#### What needs to be done
Copy out all the lines of the data that hold the word "Miami".

--

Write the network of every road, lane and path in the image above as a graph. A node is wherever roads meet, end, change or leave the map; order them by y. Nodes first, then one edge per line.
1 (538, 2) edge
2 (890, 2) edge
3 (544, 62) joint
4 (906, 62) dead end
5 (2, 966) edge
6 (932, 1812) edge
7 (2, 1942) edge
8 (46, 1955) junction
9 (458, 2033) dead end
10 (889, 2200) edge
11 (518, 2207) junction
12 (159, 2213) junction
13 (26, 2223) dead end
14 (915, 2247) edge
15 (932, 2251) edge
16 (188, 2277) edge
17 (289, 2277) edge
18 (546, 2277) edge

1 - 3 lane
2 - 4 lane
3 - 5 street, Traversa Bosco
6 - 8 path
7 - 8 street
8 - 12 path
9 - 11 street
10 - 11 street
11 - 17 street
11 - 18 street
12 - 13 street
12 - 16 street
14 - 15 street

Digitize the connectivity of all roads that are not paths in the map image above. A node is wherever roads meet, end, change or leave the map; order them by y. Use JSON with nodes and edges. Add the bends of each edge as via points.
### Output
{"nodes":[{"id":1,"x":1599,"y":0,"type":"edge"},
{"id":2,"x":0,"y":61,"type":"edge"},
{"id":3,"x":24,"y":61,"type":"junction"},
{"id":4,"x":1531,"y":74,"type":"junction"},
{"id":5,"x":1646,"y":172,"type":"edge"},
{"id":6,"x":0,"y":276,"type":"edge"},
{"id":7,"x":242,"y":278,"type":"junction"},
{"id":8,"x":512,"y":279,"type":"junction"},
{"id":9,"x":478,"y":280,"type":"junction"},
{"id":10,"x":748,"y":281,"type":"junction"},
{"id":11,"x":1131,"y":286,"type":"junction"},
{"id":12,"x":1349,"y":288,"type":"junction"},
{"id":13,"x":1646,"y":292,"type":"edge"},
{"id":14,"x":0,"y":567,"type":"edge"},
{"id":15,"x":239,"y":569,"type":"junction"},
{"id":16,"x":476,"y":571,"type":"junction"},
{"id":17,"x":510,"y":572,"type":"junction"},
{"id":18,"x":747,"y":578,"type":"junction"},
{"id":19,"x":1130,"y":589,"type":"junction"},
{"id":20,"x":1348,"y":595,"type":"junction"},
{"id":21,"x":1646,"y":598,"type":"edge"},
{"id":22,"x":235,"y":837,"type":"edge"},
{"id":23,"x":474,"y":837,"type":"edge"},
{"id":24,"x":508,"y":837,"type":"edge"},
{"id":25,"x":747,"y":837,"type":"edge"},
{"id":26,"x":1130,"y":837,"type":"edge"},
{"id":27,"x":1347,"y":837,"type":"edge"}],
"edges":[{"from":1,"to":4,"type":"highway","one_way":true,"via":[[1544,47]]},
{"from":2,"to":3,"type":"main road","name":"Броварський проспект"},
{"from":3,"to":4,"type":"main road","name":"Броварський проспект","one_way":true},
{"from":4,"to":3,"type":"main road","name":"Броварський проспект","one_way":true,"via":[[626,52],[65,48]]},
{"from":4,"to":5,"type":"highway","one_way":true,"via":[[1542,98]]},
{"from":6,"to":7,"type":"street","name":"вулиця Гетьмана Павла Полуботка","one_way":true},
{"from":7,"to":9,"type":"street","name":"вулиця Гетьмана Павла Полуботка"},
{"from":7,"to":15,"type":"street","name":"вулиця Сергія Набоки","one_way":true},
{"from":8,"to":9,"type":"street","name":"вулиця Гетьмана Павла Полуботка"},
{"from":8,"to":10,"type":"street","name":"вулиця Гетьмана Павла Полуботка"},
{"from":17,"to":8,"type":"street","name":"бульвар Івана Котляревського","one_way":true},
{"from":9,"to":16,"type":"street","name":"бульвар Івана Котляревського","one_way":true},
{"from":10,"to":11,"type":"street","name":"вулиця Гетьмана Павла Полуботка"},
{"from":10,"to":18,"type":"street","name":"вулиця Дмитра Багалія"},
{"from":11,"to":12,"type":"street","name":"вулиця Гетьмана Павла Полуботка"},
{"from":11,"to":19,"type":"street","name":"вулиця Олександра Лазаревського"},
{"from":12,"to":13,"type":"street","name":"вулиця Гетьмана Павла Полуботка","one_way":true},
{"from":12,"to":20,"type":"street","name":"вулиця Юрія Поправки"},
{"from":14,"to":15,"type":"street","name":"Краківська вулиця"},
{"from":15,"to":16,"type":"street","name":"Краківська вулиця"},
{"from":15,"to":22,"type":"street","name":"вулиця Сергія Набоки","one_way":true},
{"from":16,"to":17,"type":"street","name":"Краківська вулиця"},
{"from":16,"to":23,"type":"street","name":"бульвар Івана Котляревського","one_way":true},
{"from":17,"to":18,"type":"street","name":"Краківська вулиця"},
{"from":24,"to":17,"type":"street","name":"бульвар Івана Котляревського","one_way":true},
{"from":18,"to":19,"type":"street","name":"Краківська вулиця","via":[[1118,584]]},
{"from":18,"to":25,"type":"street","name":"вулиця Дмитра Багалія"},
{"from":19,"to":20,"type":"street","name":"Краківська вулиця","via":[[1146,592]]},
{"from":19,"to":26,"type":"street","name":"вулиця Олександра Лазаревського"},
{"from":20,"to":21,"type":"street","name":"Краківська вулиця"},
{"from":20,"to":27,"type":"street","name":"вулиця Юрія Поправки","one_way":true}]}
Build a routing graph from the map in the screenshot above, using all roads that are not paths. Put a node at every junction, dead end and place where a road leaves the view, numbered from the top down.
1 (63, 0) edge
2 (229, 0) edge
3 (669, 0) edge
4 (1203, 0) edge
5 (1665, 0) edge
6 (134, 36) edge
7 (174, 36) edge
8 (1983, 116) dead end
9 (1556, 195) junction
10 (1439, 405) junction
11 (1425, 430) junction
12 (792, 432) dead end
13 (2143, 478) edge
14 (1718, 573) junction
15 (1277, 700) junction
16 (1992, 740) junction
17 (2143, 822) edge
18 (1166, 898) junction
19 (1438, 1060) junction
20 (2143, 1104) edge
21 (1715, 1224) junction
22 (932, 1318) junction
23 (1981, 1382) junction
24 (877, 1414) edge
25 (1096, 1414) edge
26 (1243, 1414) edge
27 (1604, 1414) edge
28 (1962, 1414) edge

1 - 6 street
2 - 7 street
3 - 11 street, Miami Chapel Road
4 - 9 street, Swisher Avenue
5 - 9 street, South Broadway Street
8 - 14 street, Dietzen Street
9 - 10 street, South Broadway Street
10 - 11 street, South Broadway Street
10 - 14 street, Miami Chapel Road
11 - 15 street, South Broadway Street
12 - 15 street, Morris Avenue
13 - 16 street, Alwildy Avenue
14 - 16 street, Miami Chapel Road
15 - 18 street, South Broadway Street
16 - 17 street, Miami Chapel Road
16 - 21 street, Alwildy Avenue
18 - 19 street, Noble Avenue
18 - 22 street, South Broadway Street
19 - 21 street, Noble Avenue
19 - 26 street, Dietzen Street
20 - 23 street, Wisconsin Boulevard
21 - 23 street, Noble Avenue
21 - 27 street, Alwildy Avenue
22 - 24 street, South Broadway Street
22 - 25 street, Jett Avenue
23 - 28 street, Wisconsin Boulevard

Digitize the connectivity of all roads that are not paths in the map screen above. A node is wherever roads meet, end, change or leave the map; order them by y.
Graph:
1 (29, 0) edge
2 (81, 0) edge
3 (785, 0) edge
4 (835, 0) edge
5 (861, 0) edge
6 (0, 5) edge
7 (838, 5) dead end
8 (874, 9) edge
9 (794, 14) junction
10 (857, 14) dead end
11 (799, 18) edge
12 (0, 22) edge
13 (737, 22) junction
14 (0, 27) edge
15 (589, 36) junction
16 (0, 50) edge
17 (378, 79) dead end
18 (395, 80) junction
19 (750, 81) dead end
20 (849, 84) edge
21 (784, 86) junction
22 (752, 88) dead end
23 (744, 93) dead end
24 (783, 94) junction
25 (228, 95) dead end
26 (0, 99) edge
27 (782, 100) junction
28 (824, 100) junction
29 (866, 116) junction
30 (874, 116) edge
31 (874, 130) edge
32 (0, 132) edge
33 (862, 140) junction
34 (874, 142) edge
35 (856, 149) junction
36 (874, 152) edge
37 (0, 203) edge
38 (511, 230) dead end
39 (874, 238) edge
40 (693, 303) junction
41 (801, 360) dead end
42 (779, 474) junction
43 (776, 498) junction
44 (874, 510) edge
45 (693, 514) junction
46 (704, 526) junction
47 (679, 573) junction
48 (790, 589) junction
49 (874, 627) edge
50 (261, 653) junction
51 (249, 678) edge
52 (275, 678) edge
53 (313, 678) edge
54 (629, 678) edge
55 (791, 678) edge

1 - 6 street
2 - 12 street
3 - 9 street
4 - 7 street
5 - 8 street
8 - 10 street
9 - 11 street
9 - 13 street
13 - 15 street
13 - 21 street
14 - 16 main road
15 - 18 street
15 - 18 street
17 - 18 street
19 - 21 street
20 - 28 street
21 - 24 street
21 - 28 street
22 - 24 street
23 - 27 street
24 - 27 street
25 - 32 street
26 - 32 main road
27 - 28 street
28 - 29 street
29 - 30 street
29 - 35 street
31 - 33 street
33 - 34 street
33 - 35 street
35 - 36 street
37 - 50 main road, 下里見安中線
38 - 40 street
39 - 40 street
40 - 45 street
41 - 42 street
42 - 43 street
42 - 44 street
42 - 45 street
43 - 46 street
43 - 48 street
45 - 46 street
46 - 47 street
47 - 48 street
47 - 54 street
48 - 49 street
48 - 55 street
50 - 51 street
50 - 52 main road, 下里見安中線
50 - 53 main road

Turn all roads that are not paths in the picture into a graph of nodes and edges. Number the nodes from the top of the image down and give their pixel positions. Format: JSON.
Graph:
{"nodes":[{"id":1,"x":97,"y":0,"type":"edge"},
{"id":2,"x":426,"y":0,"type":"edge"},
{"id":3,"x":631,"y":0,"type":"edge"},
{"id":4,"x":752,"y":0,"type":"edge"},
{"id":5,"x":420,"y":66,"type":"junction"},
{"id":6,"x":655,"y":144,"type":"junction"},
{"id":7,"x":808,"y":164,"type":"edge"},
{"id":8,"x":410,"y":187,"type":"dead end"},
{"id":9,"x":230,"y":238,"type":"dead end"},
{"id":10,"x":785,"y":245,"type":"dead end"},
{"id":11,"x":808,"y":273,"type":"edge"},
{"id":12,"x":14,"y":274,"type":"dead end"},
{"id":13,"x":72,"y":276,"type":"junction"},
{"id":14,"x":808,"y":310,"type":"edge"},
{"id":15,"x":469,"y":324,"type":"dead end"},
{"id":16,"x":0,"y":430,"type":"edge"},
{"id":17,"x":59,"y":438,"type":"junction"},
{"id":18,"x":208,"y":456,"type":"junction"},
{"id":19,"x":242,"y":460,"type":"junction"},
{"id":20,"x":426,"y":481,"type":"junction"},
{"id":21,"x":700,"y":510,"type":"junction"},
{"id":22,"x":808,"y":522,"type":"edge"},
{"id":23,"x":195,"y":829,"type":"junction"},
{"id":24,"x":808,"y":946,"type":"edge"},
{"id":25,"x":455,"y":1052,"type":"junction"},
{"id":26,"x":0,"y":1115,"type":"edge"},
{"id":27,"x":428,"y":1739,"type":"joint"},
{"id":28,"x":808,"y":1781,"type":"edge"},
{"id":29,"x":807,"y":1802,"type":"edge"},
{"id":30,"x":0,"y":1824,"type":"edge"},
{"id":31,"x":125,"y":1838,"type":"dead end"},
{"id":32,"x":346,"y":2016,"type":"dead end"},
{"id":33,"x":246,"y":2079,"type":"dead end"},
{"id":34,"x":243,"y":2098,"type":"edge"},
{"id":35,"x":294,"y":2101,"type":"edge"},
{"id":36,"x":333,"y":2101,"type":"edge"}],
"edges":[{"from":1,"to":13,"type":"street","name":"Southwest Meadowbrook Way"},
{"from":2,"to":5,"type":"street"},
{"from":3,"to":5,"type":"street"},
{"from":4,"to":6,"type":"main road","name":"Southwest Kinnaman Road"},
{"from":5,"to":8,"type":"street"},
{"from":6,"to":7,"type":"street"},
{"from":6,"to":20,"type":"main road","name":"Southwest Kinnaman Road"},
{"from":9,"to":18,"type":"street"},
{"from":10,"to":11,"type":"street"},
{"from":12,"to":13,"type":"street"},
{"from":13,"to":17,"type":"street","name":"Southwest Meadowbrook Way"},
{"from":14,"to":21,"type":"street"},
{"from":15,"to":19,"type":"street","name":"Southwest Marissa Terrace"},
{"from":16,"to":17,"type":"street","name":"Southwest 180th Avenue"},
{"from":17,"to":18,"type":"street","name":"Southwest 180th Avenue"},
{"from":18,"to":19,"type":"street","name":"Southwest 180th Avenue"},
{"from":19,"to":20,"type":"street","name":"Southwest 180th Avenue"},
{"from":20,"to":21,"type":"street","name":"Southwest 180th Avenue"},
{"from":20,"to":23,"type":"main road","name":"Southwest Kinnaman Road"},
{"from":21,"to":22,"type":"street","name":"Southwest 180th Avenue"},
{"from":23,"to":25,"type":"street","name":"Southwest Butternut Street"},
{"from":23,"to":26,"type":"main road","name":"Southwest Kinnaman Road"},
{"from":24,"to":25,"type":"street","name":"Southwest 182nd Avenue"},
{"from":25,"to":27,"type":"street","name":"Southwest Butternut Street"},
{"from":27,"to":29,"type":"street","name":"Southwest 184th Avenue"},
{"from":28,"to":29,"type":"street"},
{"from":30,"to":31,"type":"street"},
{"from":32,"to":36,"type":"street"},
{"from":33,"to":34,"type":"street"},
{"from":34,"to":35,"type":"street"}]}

--

#### Expected output
3 - 11 street, Miami Chapel Road
10 - 14 street, Miami Chapel Road
14 - 16 street, Miami Chapel Road
16 - 17 street, Miami Chapel Road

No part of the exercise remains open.